### Activity
The output is the lines below from the one with "dup -16 bitshift" through the one with "w h 8 [w 0 0", both included, printed exactly and with no other line.

### Record excerpts
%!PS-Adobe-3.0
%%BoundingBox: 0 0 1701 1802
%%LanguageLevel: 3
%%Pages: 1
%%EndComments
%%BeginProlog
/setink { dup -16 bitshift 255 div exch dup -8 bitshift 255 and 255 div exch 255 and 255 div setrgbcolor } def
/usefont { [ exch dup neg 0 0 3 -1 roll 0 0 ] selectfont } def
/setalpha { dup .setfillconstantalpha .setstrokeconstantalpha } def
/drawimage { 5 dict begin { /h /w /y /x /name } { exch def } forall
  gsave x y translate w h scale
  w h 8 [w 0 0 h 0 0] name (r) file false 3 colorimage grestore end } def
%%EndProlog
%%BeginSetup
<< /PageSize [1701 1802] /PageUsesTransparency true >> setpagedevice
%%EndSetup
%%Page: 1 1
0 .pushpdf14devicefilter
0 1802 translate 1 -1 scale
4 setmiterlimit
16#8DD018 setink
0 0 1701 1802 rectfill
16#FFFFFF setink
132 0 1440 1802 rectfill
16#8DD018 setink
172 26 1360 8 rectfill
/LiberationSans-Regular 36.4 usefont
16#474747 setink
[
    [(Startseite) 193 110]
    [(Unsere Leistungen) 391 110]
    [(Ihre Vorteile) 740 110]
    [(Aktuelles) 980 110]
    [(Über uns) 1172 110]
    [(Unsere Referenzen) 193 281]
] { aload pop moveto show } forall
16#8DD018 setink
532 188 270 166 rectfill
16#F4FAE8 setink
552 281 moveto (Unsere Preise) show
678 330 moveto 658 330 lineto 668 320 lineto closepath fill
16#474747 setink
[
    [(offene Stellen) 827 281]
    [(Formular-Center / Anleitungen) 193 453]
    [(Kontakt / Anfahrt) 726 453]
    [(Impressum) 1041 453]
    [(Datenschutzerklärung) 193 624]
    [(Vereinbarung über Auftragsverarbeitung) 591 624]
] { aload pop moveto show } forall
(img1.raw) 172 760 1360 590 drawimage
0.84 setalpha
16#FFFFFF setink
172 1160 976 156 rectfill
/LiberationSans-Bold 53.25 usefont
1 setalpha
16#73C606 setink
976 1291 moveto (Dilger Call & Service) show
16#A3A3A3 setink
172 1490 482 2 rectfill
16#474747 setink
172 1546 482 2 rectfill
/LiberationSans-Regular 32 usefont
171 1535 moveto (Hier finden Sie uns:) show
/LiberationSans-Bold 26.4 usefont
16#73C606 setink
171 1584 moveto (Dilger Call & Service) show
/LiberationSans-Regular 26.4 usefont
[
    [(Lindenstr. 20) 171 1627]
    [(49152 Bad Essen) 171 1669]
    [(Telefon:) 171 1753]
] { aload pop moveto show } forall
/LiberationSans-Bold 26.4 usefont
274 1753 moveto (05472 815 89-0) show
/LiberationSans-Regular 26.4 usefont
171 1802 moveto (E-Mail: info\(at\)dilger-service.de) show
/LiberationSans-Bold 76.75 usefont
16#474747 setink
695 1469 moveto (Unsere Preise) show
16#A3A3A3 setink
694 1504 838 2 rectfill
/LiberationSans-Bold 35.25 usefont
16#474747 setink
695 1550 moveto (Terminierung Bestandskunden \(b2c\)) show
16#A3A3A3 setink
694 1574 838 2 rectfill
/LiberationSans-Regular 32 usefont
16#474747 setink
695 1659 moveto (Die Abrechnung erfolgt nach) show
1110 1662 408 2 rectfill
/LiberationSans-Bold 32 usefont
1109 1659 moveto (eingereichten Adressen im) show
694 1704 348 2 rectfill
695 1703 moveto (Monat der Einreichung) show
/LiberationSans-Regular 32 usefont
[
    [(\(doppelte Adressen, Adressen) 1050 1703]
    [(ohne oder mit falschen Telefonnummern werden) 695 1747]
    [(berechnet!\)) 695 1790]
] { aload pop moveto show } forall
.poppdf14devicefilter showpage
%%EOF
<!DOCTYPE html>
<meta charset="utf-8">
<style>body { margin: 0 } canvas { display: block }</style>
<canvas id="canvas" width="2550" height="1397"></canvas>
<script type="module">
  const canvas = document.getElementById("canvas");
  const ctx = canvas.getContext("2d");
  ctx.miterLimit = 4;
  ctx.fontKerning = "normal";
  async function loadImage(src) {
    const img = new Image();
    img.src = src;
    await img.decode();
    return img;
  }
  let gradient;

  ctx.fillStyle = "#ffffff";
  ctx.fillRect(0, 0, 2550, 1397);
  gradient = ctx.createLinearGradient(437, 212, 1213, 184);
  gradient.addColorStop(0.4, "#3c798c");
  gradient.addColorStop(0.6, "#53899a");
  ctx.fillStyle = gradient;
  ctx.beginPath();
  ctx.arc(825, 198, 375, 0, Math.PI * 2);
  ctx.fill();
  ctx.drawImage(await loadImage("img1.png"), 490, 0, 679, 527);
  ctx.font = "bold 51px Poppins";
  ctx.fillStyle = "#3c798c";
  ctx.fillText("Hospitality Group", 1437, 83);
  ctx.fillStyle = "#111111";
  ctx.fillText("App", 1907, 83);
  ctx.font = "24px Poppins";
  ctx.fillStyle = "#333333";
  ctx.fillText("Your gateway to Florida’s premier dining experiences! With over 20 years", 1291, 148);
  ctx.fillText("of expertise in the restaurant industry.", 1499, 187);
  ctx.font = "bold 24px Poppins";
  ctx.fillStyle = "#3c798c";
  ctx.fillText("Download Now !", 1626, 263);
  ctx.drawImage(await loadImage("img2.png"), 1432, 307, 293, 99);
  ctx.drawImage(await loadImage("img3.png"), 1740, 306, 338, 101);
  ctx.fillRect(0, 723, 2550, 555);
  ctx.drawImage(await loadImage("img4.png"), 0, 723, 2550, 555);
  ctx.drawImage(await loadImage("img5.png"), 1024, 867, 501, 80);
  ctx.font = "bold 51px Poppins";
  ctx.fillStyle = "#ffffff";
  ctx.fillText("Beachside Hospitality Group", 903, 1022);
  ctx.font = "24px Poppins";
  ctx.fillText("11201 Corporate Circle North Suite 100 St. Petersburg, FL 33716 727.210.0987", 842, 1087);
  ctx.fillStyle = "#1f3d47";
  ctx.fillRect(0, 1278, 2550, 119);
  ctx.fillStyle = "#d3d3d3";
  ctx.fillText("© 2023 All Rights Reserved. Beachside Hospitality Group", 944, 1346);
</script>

### Reply
/setink { dup -16 bitshift 255 div exch dup -8 bitshift 255 and 255 div exch 255 and 255 div setrgbcolor } def
/usefont { [ exch dup neg 0 0 3 -1 roll 0 0 ] selectfont } def
/setalpha { dup .setfillconstantalpha .setstrokeconstantalpha } def
/drawimage { 5 dict begin { /h /w /y /x /name } { exch def } forall
  gsave x y translate w h scale
  w h 8 [w 0 0 h 0 0] name (r) file false 3 colorimage grestore end } def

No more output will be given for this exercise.